Sherry has had an interesting history in the States. For a long period of time, sweet and inexpensive bulk Sherry flooded the American market so pervasively that nearly every bar across the country had a dusty bottle of sweet ‘cream Sherry’ on its shelf. So what’s the misunderstanding? That bulk style of  Sherry has almost no relation to the spectrum of the drink from Jerez and provides about as much context to experiencing the beverage as tasting an apple Jolly Rancher does for experiencing an apple. 

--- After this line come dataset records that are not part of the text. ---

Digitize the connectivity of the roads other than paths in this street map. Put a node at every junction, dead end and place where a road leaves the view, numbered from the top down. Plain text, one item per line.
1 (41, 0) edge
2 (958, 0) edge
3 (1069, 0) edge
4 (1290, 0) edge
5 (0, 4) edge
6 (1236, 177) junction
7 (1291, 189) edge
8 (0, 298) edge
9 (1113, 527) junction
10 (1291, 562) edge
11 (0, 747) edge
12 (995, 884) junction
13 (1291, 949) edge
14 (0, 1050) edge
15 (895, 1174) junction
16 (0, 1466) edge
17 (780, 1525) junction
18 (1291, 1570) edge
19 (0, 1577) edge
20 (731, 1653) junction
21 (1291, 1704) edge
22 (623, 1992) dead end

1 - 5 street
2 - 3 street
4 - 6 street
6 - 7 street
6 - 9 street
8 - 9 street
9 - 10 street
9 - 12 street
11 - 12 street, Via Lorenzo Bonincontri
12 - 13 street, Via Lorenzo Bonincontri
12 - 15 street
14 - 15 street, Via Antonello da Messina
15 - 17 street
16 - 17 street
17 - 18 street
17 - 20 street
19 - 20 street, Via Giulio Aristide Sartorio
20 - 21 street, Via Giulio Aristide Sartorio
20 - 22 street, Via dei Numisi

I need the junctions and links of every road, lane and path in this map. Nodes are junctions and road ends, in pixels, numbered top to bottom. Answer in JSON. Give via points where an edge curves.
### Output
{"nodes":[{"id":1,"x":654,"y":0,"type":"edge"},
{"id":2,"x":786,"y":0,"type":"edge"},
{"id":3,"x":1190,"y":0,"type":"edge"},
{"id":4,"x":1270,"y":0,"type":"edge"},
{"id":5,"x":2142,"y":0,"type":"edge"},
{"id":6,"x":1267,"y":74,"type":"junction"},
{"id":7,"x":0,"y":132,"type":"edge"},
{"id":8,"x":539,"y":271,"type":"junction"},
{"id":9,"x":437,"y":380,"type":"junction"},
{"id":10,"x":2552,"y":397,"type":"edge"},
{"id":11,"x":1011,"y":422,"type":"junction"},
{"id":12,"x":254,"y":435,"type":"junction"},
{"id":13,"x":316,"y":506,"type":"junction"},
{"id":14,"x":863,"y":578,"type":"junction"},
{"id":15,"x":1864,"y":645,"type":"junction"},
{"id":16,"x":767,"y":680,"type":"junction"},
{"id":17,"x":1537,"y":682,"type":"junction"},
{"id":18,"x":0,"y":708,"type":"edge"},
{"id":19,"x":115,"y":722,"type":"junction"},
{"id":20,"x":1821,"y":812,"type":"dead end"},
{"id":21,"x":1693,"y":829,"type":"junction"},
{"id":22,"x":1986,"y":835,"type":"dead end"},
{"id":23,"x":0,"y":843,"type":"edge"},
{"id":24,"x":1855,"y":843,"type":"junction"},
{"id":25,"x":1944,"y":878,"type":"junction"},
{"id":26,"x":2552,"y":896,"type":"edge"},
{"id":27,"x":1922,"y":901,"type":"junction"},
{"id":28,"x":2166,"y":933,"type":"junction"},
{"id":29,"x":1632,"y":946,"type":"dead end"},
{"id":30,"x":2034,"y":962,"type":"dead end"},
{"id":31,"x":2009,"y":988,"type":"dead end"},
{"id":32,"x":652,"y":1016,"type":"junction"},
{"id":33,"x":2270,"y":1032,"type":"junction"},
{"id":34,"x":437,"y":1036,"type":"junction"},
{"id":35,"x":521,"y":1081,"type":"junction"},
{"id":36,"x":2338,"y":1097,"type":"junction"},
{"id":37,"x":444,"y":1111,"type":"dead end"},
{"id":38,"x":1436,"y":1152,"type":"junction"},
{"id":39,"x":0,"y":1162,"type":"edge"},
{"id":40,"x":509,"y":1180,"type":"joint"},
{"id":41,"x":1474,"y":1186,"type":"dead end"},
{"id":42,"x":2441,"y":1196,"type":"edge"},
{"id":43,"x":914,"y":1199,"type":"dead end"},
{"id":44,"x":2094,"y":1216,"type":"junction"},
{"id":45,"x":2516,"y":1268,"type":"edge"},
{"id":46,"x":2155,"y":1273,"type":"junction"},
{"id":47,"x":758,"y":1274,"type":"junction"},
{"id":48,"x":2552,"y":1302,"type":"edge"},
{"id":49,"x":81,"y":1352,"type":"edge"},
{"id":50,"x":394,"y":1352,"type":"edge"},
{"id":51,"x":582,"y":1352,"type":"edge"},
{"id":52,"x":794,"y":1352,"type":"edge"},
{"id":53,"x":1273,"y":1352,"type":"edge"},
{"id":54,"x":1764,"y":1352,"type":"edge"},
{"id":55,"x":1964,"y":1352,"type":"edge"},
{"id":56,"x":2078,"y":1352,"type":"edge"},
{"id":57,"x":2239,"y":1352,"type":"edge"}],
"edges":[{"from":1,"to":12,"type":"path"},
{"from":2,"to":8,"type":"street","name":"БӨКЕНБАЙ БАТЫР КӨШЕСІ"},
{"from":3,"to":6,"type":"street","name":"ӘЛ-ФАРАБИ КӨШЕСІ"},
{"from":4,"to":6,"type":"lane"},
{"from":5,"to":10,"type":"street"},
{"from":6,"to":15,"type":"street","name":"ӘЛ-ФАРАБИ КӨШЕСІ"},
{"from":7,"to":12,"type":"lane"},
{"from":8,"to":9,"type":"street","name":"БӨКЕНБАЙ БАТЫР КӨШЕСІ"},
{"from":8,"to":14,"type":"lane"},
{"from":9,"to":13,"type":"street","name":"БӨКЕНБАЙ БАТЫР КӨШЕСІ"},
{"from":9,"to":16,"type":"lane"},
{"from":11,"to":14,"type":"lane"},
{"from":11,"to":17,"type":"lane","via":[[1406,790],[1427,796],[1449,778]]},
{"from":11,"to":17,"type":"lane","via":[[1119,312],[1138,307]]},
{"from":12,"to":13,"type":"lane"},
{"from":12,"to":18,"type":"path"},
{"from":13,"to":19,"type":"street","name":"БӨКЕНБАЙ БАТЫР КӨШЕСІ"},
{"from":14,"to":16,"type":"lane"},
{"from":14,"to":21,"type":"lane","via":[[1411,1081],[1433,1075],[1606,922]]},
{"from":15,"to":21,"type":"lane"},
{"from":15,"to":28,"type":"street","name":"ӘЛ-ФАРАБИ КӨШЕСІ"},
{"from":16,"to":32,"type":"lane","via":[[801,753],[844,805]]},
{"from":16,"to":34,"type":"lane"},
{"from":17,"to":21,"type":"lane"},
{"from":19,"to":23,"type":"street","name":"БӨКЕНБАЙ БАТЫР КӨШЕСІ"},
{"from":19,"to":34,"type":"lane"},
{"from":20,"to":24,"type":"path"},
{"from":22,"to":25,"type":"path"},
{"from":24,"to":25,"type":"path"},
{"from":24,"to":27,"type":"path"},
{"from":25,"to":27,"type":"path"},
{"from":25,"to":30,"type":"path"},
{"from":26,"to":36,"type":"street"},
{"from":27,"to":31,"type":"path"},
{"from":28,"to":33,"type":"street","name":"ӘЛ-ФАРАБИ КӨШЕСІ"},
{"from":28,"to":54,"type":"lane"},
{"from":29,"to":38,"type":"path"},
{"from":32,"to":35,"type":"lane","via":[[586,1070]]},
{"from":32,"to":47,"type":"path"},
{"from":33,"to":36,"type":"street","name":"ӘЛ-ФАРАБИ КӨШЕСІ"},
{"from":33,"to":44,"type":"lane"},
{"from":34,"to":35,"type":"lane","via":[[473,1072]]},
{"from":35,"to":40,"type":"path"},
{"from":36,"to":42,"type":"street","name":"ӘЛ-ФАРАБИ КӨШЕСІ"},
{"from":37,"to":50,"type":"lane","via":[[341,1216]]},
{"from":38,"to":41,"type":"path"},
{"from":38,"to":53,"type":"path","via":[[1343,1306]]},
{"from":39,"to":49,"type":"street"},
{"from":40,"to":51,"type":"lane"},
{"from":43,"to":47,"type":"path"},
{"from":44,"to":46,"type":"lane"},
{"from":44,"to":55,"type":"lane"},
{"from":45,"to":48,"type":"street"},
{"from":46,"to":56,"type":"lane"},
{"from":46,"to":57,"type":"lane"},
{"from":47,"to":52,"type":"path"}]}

Sherry is a weirdo. It defies the conventional wisdom of the entire rest of the world of wine. For one, the specific grape that makes it up need only be high quality and consistent. Otherwise, the rest of all the expression and finesse of these wines comes from what happens inside the bodega. And a lot does happen. The bodegas of Jerez are expansive cathedrals lined with seemingly endless barrels. Dusty floors that help control temperatures when doused with water. Beams of sunlight shooting through towering windows with shutters for controlling the winds (and humidity) that whip through them. The barrels of sherry are stacked and sorted: an orchestral dance of fractional-blending that makes a final bottle of Sherry the sum of so many years of harvests and aging. There’s living layers of flor, and the banishing of the same, that allow for oxidized and non-oxidized versions: and in the case of Amontillado sherry, famous by way of Edgar Allen Poe, both


Fino, Manzanilla, Amontillado, Palo Cortado, Oloroso, Pedro Ximénez – these are the types of Sherry whose names often elicit a vague memory of a menu you read once upon a time. If you frequent craft cocktail bars, you’ve seen them written over and over again. They’re the supporting actors, and sometimes the stars, of cocktails from London to LA. Sherry brings a layer of complexity and flavor, most often without adding any sweetness, that’s unmatched. Bone dry and often salty, the entire spectrum of dry Sherries pair with nearly every classical Spanish dish. Because of that, they’ve engrained themselves as beloved favorites of bartenders and chefs alike. 


Sherry may be misunderstood. But understanding her means an endless exploration down a rabbit-hole that goes on forever. The more you know, the more you don’t, and we’re completely in love with that.